Wednesday, March 11, 2009

South Park

Boobs come and go. Soon you'll find new boobs. And you'll want to marry those boobs. - Stan's Dad

No Kitty! This is my pot pie! Mom, Kitty's being a dildo! - Eric Cartman

Football Commentator: Oh I haven't seen a Jew run like that since Poland, 1938.

Football Commentator: Oh, I've haven't seen an Englishman take a blow like that since Hugh Grant.

Cartman: How come everything today has involved things either coming in or going out of my ass?

Trey Parker: You know, when Comedy Central asked us to do a Thanksgiving episode, the first thought that went through my mind was, "Boy, I'd like to have sex with Jennifer Aniston."

Kyle: Cartman, you have such a fat ass, that when you walk down the street people go, "God, dammit thats a big fat ass!"
Cartman: They do not!!
Random guy: God Dammit, thats a big fat ass!

Mr Garrison: Genetic engineering is man's way of correcting God's hideous mistakes, like German people.


Mr Garrison: A haiku is just like a normal American poem except it doesn't rhyme and it's totally stupid.

Mr Garrison: Tolerant, but not stupid!

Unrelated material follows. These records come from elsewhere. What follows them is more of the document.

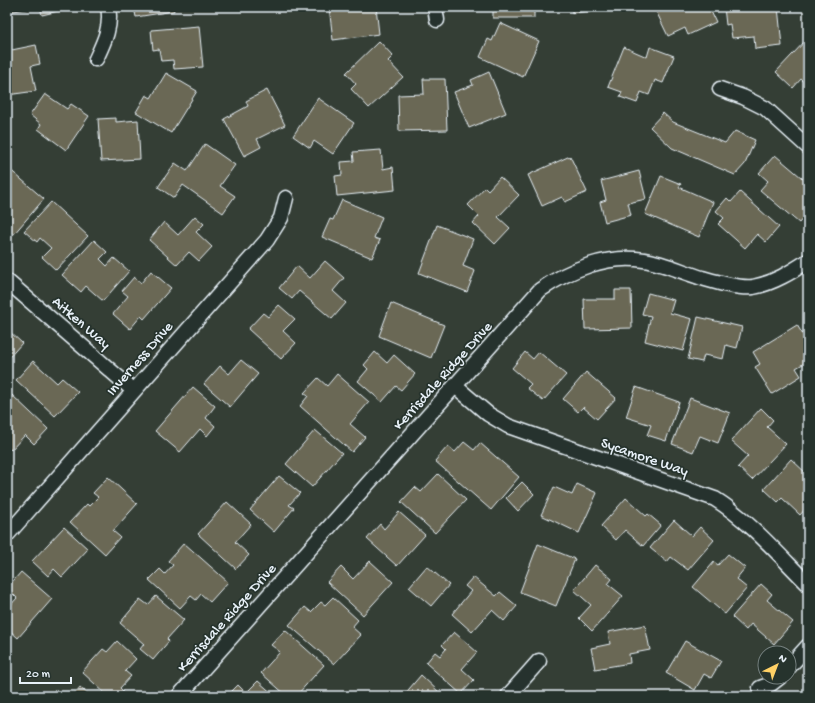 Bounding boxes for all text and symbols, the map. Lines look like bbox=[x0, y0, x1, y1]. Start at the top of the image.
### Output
street label: Aitken Way bbox=[48, 293, 114, 354]
street label: Inverness Drive bbox=[103, 318, 178, 400]
street label: Kerrisdale Ridge Drive bbox=[390, 318, 497, 434]
street label: Sycamore Way bbox=[598, 435, 691, 481]
street label: Kerrisdale Ridge Drive bbox=[174, 560, 281, 676]
north arrow bbox=[757, 645, 797, 685]
text: N bbox=[776, 652, 789, 666]
scale bar bbox=[20, 659, 71, 685]
text: 20 m bbox=[26, 668, 51, 682]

Look, just because you have to tolerate something doesn't mean you have to approve of it! Tolerate means you're just putting up with it! You tolerate a crying child sitting next to you on the airplane or, or you tolerate a bad cold. It can still piss you off!

Eric Cartman: Independent films are those black and white hippy movies. They're always about gay cowboys eating pudding.

Eric Cartman: I've been keeping this place free of hippies since I was five and a half.

Eric Cartman: Respect my authority!

Eric Cartman: Too bad drinking scotch isn't a paying job or Kenny's dad would be a millionare!

Eric Cartman: This picture, I'd like to call "The Pierre." I invited Butters to stay the night and while he was sleeping I made a mustache on his face with cat poo!

Eric Cartman: Attention shoppers! Outside today, we have a cripple fight. Cripple fight, outside!

Eric Cartman: I hate hippies! I mean, the way they always talk about protecting the earth' and then drive around in cars that get poor gas mileage and wear those stupid bracelets… I hate 'em!